CBC asked the WRHA for the average ER wait times at St. Boniface Hospital in the past two weeks. In an email, a spokesperson said preliminary data suggests median wait times across Winnipeg are between two and three hours for July and into August.
"Although that data has yet to be statistically confirmed," the spokesperson said.
Number of factors
The WRHA said many COVID-recovered patients have been experiencing long stays in hospital, making it challenging to admit patients from emergency into in-patient units.
It says patient volumes are also returning to pre-pandemic levels, yet the system continues to operate with pandemic-related processes, such as COVID testing and staff being redeployed.
The spokesperson said staffing in emergency and urgent care over the past several months has been affected by nurses leaving to support critical care units throughout the pandemic.
WRHA says the issue is being addressed by the use of agency nurses, overtime and nurse educators filling occasional shifts, among other measures across the system.
"We anticipate that some of these factors will stabilize as the system emerges from its period of readjustment to the pandemic, and staff return to their regular postings," the spokesperson said.
High burnout, low staff morale
Doucet said morale among staff in the department is at a critical level.
"It's … very difficult for people who are highly trained and motivated and want to work hard and deliver good care when you're not placed in an environment where you can do that," he said.
The other emergency physician said staff feel "just absolute defeat."

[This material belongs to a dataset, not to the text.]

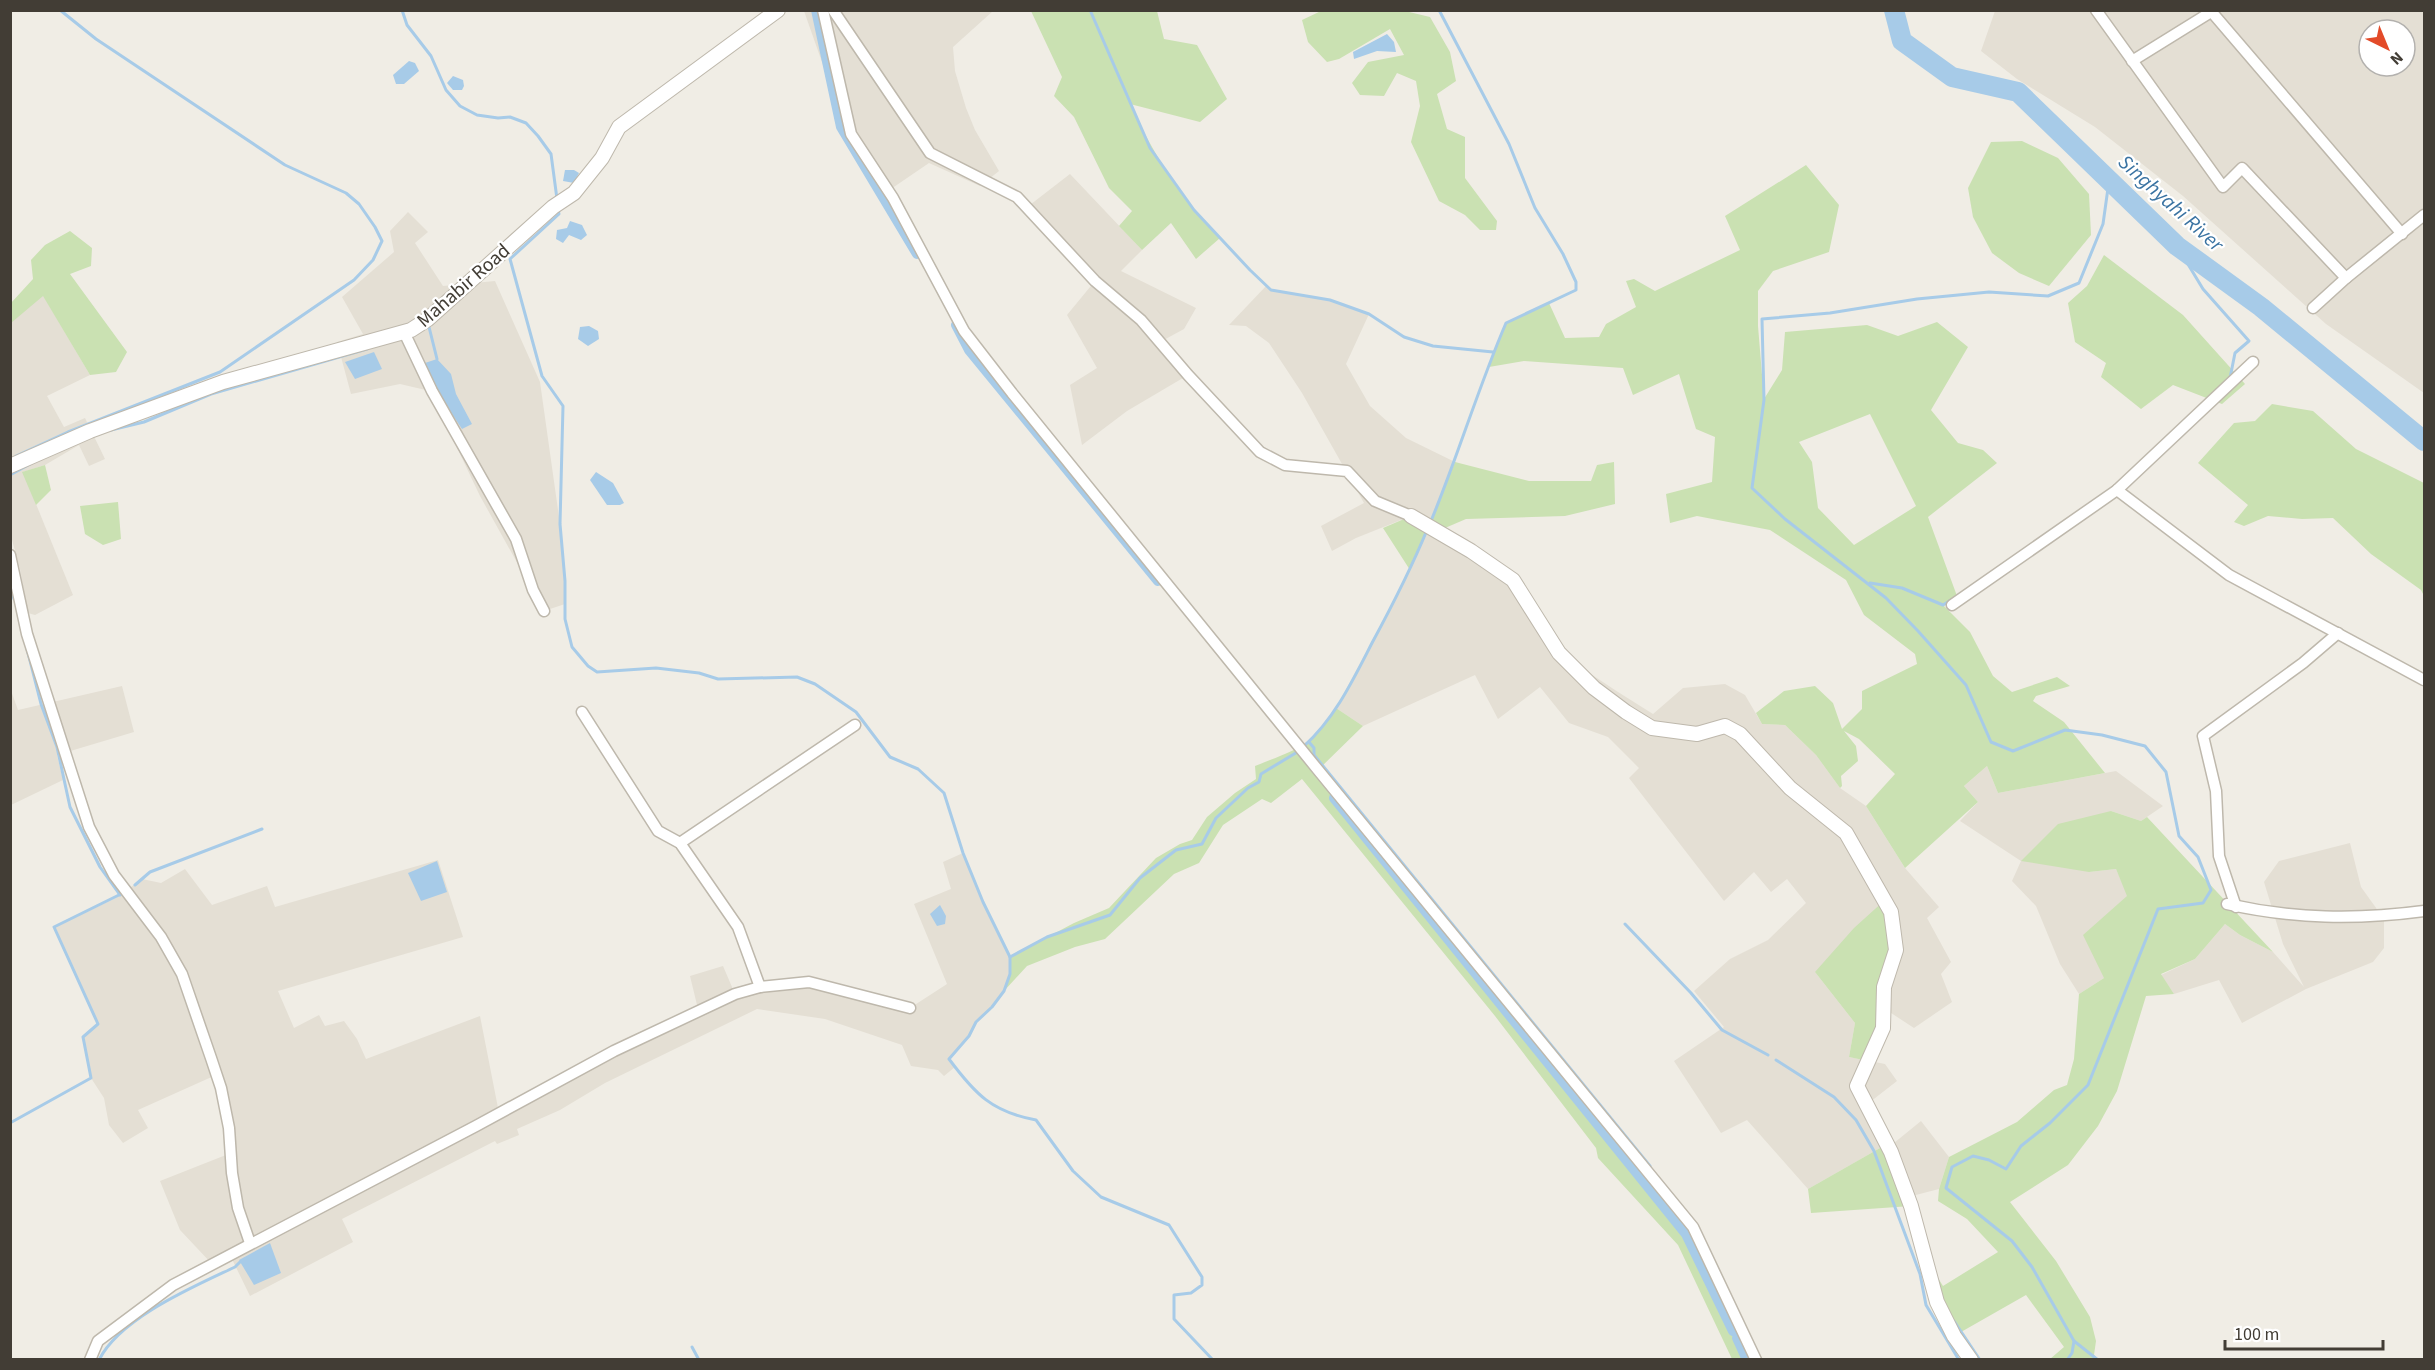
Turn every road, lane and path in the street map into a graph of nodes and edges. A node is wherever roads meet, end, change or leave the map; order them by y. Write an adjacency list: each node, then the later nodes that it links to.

"We can't do our jobs," he said. "Just crushed … your mental health suffers because you are watching the system fall apart in front of you."
The nurse said since March this year, eight other nurses in emergency have left their jobs due to burnout and stress.
The hospital's solution to solving a chronic staffing problem is to put in mandatory overtime, the nurse said.
"You come to work for an eight hour shift and the next shift is short staffed. It's determined that you're going to stay and it's mandatory. You have no choice," said the nurse.
'Exceptionally dangerous'
The emergency physician said the long wait times and staffing shortage is creating "an exceptionally dangerous situation."
"It's no longer, based on what we're seeing, a question of if somebody is perhaps going to have a bad outcome, but a question of when," he said.
He said with the never-ending influx of patients and the shortage of staff, it's difficult for patients to be adequately reassessed.
"We've seen people who die in our waiting rooms, and it's at the point where that could happen any second of any day, despite everybody's absolute best efforts," the emergency physician said.
Nursing shortage
The nurse said on a typical night shift, St. Boniface would be short four to five nurses, and two to three nurses on a day shift.
The emergency nurse said nurses from other wards have been pulled from their departments to help with the ER, but they don't necessarily have the same skills.
"Staffing has never been as bad as it's been right now," the nurse said.
"We're bursting at the seams. We're just kind of anticipating something bad happening because of the staffing situation and how awful [the situation] we are in is. That takes a toll," said the nurse.
The Manitoba Nurses Union says WRHA and Shared Health data they were given shows 27 out of 103 positions in the emergency department at St. Boniface Hospital were vacant in June this year.